- [Supplied records]
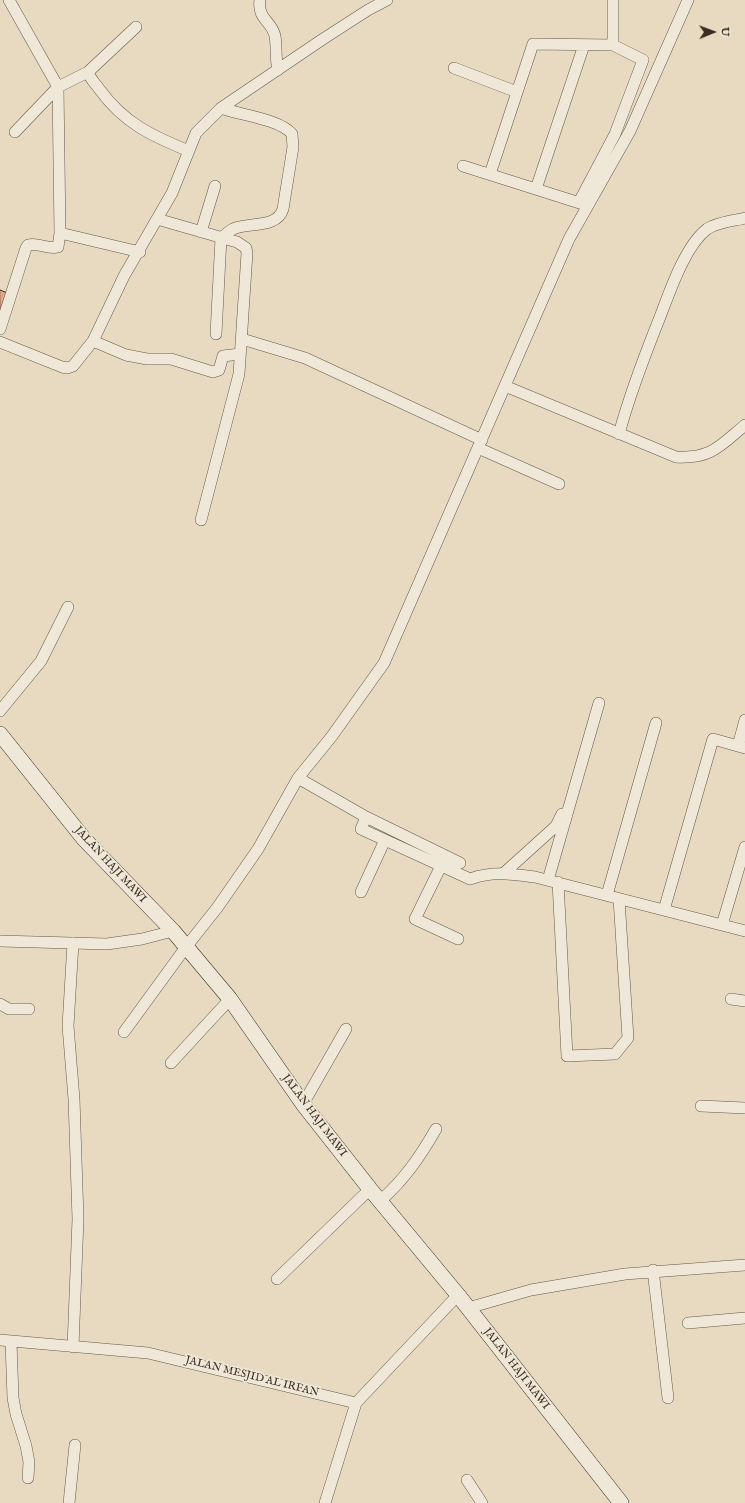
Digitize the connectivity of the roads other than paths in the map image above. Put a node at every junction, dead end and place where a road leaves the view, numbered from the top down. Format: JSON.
{"nodes":[{"id":1,"x":8,"y":0,"type":"edge"},
{"id":2,"x":260,"y":0,"type":"edge"},
{"id":3,"x":613,"y":0,"type":"edge"},
{"id":4,"x":688,"y":0,"type":"edge"},
{"id":5,"x":384,"y":1,"type":"edge"},
{"id":6,"x":136,"y":27,"type":"dead end"},
{"id":7,"x":584,"y":45,"type":"junction"},
{"id":8,"x":613,"y":45,"type":"junction"},
{"id":9,"x":454,"y":68,"type":"dead end"},
{"id":10,"x":278,"y":70,"type":"junction"},
{"id":11,"x":88,"y":72,"type":"junction"},
{"id":12,"x":58,"y":87,"type":"junction"},
{"id":13,"x":517,"y":92,"type":"junction"},
{"id":14,"x":221,"y":108,"type":"junction"},
{"id":15,"x":15,"y":132,"type":"dead end"},
{"id":16,"x":189,"y":150,"type":"junction"},
{"id":17,"x":463,"y":166,"type":"dead end"},
{"id":18,"x":490,"y":174,"type":"junction"},
{"id":19,"x":214,"y":186,"type":"dead end"},
{"id":20,"x":536,"y":189,"type":"junction"},
{"id":21,"x":584,"y":204,"type":"junction"},
{"id":22,"x":745,"y":218,"type":"edge"},
{"id":23,"x":157,"y":219,"type":"junction"},
{"id":24,"x":201,"y":232,"type":"junction"},
{"id":25,"x":60,"y":233,"type":"junction"},
{"id":26,"x":221,"y":238,"type":"junction"},
{"id":27,"x":140,"y":252,"type":"junction"},
{"id":28,"x":0,"y":329,"type":"edge"},
{"id":29,"x":216,"y":334,"type":"dead end"},
{"id":30,"x":242,"y":339,"type":"junction"},
{"id":31,"x":93,"y":341,"type":"junction"},
{"id":32,"x":0,"y":342,"type":"edge"},
{"id":33,"x":240,"y":354,"type":"junction"},
{"id":34,"x":505,"y":386,"type":"junction"},
{"id":35,"x":745,"y":424,"type":"edge"},
{"id":36,"x":619,"y":434,"type":"junction"},
{"id":37,"x":480,"y":444,"type":"junction"},
{"id":38,"x":559,"y":484,"type":"dead end"},
{"id":39,"x":201,"y":520,"type":"dead end"},
{"id":40,"x":68,"y":607,"type":"dead end"},
{"id":41,"x":599,"y":703,"type":"dead end"},
{"id":42,"x":0,"y":711,"type":"edge"},
{"id":43,"x":745,"y":720,"type":"edge"},
{"id":44,"x":656,"y":723,"type":"dead end"},
{"id":45,"x":0,"y":734,"type":"edge"},
{"id":46,"x":742,"y":747,"type":"edge"},
{"id":47,"x":298,"y":778,"type":"junction"},
{"id":48,"x":572,"y":798,"type":"junction"},
{"id":49,"x":366,"y":817,"type":"junction"},
{"id":50,"x":385,"y":840,"type":"junction"},
{"id":51,"x":745,"y":847,"type":"edge"},
{"id":52,"x":460,"y":863,"type":"dead end"},
{"id":53,"x":441,"y":866,"type":"junction"},
{"id":54,"x":504,"y":873,"type":"junction"},
{"id":55,"x":553,"y":881,"type":"junction"},
{"id":56,"x":361,"y":892,"type":"dead end"},
{"id":57,"x":607,"y":895,"type":"junction"},
{"id":58,"x":619,"y":898,"type":"junction"},
{"id":59,"x":664,"y":910,"type":"junction"},
{"id":60,"x":722,"y":926,"type":"junction"},
{"id":61,"x":173,"y":931,"type":"junction"},
{"id":62,"x":745,"y":931,"type":"edge"},
{"id":63,"x":458,"y":939,"type":"dead end"},
{"id":64,"x":0,"y":941,"type":"edge"},
{"id":65,"x":73,"y":943,"type":"junction"},
{"id":66,"x":186,"y":947,"type":"junction"},
{"id":67,"x":230,"y":999,"type":"junction"},
{"id":68,"x":731,"y":999,"type":"dead end"},
{"id":69,"x":745,"y":1001,"type":"edge"},
{"id":70,"x":0,"y":1004,"type":"edge"},
{"id":71,"x":29,"y":1009,"type":"dead end"},
{"id":72,"x":346,"y":1029,"type":"dead end"},
{"id":73,"x":124,"y":1032,"type":"dead end"},
{"id":74,"x":171,"y":1063,"type":"dead end"},
{"id":75,"x":303,"y":1104,"type":"junction"},
{"id":76,"x":701,"y":1106,"type":"dead end"},
{"id":77,"x":745,"y":1108,"type":"edge"},
{"id":78,"x":436,"y":1129,"type":"dead end"},
{"id":79,"x":370,"y":1189,"type":"junction"},
{"id":80,"x":380,"y":1201,"type":"junction"},
{"id":81,"x":745,"y":1265,"type":"edge"},
{"id":82,"x":653,"y":1270,"type":"junction"},
{"id":83,"x":277,"y":1279,"type":"dead end"},
{"id":84,"x":458,"y":1296,"type":"junction"},
{"id":85,"x":468,"y":1308,"type":"junction"},
{"id":86,"x":745,"y":1318,"type":"edge"},
{"id":87,"x":688,"y":1323,"type":"dead end"},
{"id":88,"x":0,"y":1340,"type":"edge"},
{"id":89,"x":11,"y":1342,"type":"junction"},
{"id":90,"x":73,"y":1347,"type":"junction"},
{"id":91,"x":668,"y":1398,"type":"dead end"},
{"id":92,"x":356,"y":1403,"type":"junction"},
{"id":93,"x":75,"y":1445,"type":"dead end"},
{"id":94,"x":28,"y":1478,"type":"dead end"},
{"id":95,"x":467,"y":1480,"type":"dead end"},
{"id":96,"x":68,"y":1503,"type":"edge"},
{"id":97,"x":325,"y":1503,"type":"edge"},
{"id":98,"x":482,"y":1503,"type":"edge"},
{"id":99,"x":621,"y":1503,"type":"edge"}],
"edges":[{"from":1,"to":12,"type":"street"},
{"from":2,"to":10,"type":"street"},
{"from":3,"to":8,"type":"street"},
{"from":4,"to":21,"type":"street"},
{"from":5,"to":10,"type":"street"},
{"from":6,"to":11,"type":"street"},
{"from":7,"to":8,"type":"street"},
{"from":7,"to":13,"type":"street"},
{"from":7,"to":20,"type":"street"},
{"from":8,"to":21,"type":"street"},
{"from":9,"to":13,"type":"street"},
{"from":10,"to":14,"type":"street"},
{"from":11,"to":12,"type":"street"},
{"from":11,"to":16,"type":"street"},
{"from":12,"to":15,"type":"street"},
{"from":12,"to":25,"type":"street"},
{"from":13,"to":18,"type":"street"},
{"from":14,"to":16,"type":"street"},
{"from":14,"to":26,"type":"street"},
{"from":16,"to":23,"type":"street"},
{"from":17,"to":18,"type":"street"},
{"from":18,"to":20,"type":"street"},
{"from":19,"to":24,"type":"street"},
{"from":20,"to":21,"type":"street"},
{"from":21,"to":34,"type":"street"},
{"from":22,"to":36,"type":"street"},
{"from":23,"to":24,"type":"street"},
{"from":23,"to":27,"type":"street"},
{"from":24,"to":26,"type":"street"},
{"from":25,"to":27,"type":"street"},
{"from":25,"to":28,"type":"street"},
{"from":26,"to":29,"type":"street"},
{"from":26,"to":30,"type":"street"},
{"from":27,"to":31,"type":"street"},
{"from":30,"to":33,"type":"street"},
{"from":30,"to":37,"type":"street"},
{"from":31,"to":32,"type":"street"},
{"from":31,"to":33,"type":"street"},
{"from":33,"to":39,"type":"street"},
{"from":34,"to":36,"type":"street"},
{"from":34,"to":37,"type":"street"},
{"from":35,"to":36,"type":"street"},
{"from":37,"to":38,"type":"street"},
{"from":37,"to":47,"type":"street"},
{"from":40,"to":42,"type":"street"},
{"from":41,"to":48,"type":"street"},
{"from":43,"to":46,"type":"street"},
{"from":44,"to":57,"type":"street"},
{"from":45,"to":61,"type":"street","name":"JALAN HAJI MAWI"},
{"from":46,"to":59,"type":"street"},
{"from":47,"to":49,"type":"street"},
{"from":47,"to":66,"type":"street"},
{"from":48,"to":54,"type":"street"},
{"from":48,"to":55,"type":"street"},
{"from":49,"to":50,"type":"street"},
{"from":49,"to":52,"type":"street"},
{"from":50,"to":53,"type":"street"},
{"from":50,"to":56,"type":"street"},
{"from":51,"to":60,"type":"street"},
{"from":53,"to":54,"type":"street"},
{"from":53,"to":63,"type":"street"},
{"from":54,"to":55,"type":"street"},
{"from":55,"to":57,"type":"street"},
{"from":55,"to":58,"type":"street"},
{"from":57,"to":58,"type":"street"},
{"from":58,"to":59,"type":"street"},
{"from":59,"to":60,"type":"street"},
{"from":60,"to":62,"type":"street"},
{"from":61,"to":65,"type":"street"},
{"from":61,"to":66,"type":"street","name":"JALAN HAJI MAWI"},
{"from":64,"to":65,"type":"street"},
{"from":65,"to":90,"type":"street"},
{"from":66,"to":67,"type":"street","name":"JALAN HAJI MAWI"},
{"from":66,"to":73,"type":"street"},
{"from":67,"to":74,"type":"street"},
{"from":67,"to":75,"type":"street","name":"JALAN HAJI MAWI"},
{"from":68,"to":69,"type":"street"},
{"from":70,"to":71,"type":"street"},
{"from":72,"to":75,"type":"street"},
{"from":75,"to":79,"type":"street","name":"JALAN HAJI MAWI"},
{"from":76,"to":77,"type":"street"},
{"from":78,"to":80,"type":"street"},
{"from":79,"to":80,"type":"street","name":"JALAN HAJI MAWI"},
{"from":79,"to":83,"type":"street"},
{"from":80,"to":84,"type":"street","name":"JALAN HAJI MAWI"},
{"from":81,"to":82,"type":"street"},
{"from":82,"to":85,"type":"street"},
{"from":82,"to":91,"type":"street"},
{"from":84,"to":85,"type":"street","name":"JALAN HAJI MAWI"},
{"from":84,"to":92,"type":"street"},
{"from":85,"to":99,"type":"street","name":"JALAN HAJI MAWI"},
{"from":86,"to":87,"type":"street"},
{"from":88,"to":89,"type":"street","name":"JALAN MESJID AL IRFAN"},
{"from":89,"to":90,"type":"street","name":"JALAN MESJID AL IRFAN"},
{"from":89,"to":94,"type":"street"},
{"from":90,"to":92,"type":"street","name":"JALAN MESJID AL IRFAN"},
{"from":92,"to":97,"type":"street"},
{"from":93,"to":96,"type":"street"},
{"from":95,"to":98,"type":"street"}]}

- [Task to carry out] Looking at the material above, count the lines containing the string "MESJID" and reply with the count alone.

- [Exercise solution] 3